Philosophy
OpenProblems aims to revolutionize benchmarking in single-cell omics, addressing the critical issues of poor extensibility and maintainability seen in most studies (Sonrel et al. 2023). Our approach prioritizes several key areas to elevate the standards and practices within the field:
Extensibility: We emphasize the importance of modular frameworks and clear specifications for file formats and component interfaces.
Reusability: Leverage a shared core infrastructure, including a common dataset repository, shared compute infrastructure, and a unified platform for exploration of benchmarking results.
Community-driven: Our benchmarks are shaped and enhanced by community contributions. Take a look at the Events page to find out about the next hackathon or community event.

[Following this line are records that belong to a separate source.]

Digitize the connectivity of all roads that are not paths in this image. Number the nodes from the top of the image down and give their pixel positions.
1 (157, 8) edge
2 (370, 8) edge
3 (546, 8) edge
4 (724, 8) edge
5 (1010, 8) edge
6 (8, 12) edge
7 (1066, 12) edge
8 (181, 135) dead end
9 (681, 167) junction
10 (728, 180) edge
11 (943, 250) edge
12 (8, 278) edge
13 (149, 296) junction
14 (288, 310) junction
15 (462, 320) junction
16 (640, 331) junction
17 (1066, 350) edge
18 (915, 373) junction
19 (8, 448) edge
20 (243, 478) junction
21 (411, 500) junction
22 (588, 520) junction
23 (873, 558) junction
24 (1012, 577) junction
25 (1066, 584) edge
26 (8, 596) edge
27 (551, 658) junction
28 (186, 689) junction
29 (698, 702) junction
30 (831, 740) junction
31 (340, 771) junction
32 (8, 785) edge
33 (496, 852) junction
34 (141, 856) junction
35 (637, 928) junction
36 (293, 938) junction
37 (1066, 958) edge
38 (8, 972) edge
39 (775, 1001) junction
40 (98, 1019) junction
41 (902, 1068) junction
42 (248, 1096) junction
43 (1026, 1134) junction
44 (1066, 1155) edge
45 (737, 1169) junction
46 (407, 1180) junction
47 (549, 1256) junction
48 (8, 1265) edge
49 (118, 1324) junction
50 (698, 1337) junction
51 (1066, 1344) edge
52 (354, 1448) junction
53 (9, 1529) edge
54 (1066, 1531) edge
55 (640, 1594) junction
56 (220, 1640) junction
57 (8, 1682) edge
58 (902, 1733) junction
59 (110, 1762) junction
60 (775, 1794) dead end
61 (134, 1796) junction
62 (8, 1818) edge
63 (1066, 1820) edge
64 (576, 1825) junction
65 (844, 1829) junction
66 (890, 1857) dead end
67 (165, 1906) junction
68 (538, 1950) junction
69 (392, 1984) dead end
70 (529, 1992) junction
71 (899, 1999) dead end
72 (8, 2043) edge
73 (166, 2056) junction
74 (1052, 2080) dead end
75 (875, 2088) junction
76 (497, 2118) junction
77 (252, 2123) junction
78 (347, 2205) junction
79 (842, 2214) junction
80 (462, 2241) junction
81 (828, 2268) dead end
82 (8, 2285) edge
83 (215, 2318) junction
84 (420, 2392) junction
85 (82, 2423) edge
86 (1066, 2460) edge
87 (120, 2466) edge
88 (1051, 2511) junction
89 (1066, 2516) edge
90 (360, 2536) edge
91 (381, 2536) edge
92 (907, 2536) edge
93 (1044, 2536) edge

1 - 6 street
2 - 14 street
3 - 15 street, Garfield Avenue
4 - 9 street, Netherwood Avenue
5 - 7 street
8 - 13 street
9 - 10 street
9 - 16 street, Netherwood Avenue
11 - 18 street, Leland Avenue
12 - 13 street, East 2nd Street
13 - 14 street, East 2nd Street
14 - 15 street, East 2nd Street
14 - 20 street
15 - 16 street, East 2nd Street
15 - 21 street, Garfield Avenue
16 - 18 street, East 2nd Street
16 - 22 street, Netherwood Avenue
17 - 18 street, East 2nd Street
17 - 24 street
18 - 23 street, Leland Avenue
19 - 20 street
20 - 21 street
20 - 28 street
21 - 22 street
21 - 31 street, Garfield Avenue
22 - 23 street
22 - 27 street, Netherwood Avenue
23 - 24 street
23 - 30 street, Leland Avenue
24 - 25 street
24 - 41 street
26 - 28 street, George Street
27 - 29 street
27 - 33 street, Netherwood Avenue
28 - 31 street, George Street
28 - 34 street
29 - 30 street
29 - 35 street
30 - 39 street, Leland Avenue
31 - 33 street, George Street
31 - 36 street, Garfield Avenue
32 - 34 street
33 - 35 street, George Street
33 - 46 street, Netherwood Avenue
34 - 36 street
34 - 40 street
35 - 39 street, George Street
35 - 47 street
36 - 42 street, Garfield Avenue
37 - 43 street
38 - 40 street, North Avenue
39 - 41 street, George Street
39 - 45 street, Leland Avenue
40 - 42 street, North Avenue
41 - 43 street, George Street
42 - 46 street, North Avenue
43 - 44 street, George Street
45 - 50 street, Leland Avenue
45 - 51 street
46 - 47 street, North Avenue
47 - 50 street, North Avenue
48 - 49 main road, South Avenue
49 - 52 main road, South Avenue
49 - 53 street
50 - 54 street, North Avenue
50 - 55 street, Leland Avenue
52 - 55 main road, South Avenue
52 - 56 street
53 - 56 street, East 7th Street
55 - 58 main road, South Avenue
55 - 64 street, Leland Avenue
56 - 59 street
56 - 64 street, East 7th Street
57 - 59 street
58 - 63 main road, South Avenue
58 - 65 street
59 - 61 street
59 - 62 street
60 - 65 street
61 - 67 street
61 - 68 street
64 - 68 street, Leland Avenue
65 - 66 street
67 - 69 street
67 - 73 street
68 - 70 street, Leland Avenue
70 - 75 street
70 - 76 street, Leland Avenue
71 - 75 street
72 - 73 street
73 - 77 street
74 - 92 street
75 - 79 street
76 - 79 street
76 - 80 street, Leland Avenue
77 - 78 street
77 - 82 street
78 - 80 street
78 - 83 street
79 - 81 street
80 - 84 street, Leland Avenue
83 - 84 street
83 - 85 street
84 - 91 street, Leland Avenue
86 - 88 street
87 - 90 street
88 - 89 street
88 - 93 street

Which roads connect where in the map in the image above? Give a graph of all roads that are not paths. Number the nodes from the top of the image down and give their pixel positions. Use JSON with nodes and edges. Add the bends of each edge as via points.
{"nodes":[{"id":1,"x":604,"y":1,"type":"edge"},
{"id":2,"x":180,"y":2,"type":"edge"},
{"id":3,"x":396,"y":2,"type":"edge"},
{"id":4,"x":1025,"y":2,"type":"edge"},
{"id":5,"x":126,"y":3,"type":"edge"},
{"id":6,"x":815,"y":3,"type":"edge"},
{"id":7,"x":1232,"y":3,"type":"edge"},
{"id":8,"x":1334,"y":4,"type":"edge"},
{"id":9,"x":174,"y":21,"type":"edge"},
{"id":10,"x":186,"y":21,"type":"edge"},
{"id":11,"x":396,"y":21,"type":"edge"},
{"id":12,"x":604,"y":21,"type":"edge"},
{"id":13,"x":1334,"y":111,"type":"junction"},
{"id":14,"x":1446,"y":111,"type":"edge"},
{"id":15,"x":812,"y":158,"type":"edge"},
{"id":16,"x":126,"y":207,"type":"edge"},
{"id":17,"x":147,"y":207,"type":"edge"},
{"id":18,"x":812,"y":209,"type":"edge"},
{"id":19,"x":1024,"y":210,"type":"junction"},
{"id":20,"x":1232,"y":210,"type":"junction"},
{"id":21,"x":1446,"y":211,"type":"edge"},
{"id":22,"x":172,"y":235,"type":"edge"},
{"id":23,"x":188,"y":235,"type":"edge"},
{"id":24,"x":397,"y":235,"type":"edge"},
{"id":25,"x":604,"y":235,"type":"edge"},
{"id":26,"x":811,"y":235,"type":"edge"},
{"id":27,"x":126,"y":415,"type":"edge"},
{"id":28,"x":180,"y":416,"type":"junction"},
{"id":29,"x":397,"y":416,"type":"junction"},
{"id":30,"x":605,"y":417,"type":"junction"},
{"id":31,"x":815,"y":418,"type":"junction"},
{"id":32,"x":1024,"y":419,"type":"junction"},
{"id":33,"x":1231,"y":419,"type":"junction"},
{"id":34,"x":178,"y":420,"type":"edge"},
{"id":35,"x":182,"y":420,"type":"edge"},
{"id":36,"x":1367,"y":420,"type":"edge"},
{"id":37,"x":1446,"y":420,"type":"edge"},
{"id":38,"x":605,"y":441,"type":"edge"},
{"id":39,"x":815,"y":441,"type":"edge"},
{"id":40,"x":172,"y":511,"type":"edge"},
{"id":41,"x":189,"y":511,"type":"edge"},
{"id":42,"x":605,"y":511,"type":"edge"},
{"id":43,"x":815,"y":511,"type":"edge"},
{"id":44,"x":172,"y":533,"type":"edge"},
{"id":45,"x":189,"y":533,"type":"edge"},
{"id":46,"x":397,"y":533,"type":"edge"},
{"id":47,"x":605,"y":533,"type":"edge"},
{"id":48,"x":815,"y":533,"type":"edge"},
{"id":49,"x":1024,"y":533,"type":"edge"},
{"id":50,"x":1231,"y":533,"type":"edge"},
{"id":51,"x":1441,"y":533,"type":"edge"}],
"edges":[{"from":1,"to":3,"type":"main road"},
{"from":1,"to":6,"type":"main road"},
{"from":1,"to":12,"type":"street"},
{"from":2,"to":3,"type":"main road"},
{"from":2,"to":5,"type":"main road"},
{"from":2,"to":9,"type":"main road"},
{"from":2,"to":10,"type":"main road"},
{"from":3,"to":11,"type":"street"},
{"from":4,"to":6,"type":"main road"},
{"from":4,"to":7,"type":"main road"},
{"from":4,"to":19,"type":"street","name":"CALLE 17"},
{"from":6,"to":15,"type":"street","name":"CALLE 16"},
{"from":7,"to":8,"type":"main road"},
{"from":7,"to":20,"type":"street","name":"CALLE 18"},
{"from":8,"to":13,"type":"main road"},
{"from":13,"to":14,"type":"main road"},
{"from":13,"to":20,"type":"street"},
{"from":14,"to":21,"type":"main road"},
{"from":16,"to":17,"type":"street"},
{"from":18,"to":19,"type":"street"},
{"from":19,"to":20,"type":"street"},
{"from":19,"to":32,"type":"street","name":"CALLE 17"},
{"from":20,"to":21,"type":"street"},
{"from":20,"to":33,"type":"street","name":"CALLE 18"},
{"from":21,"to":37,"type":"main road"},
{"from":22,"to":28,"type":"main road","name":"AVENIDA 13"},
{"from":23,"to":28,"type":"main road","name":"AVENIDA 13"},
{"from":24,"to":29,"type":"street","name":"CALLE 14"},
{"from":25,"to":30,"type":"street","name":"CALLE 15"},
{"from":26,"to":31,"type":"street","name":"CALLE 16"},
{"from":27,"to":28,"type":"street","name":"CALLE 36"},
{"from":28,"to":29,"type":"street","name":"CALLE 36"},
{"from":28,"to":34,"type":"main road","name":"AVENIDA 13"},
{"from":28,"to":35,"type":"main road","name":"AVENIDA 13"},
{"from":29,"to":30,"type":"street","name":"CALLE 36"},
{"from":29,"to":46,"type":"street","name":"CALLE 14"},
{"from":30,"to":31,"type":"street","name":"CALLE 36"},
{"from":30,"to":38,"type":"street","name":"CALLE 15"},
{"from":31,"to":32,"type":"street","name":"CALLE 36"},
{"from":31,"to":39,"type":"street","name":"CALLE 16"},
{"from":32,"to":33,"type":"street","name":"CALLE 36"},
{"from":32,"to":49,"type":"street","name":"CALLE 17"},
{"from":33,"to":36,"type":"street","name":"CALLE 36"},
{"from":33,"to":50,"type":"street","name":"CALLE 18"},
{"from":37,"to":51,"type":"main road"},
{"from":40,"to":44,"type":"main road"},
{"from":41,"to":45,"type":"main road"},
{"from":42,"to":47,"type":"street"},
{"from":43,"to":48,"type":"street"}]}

Inclusiveness: We are committed to creating a welcoming and respectful environment for all participants. Our code of conduct outlines the expected behaviors and provides guidelines to ensure that everyone, regardless of their background or level of experience, feels valued and able to contribute.
By focusing on these key areas, OpenProblems aspires not just to develop new best practices in single-cell omics but to foster a more dynamic, inclusive, and collaborative scientific community.
Extensibility
To define benchmarking tasks, OpenProblems incorporates the principles of the Common Task Framework as outlined by Donoho (2017). As such, each benchmarking task consists of three main elements – Datasets, Methods and Metrics – which are linked together in a larger workflow (Figure 1). Additionally, the nodes in this workflow represent either a file, or a computational component. The frameworks used for storing data structures – AnnData – and defining computational components – Viash – are chosen specifically to improve extensibility within the OpenProblems framework.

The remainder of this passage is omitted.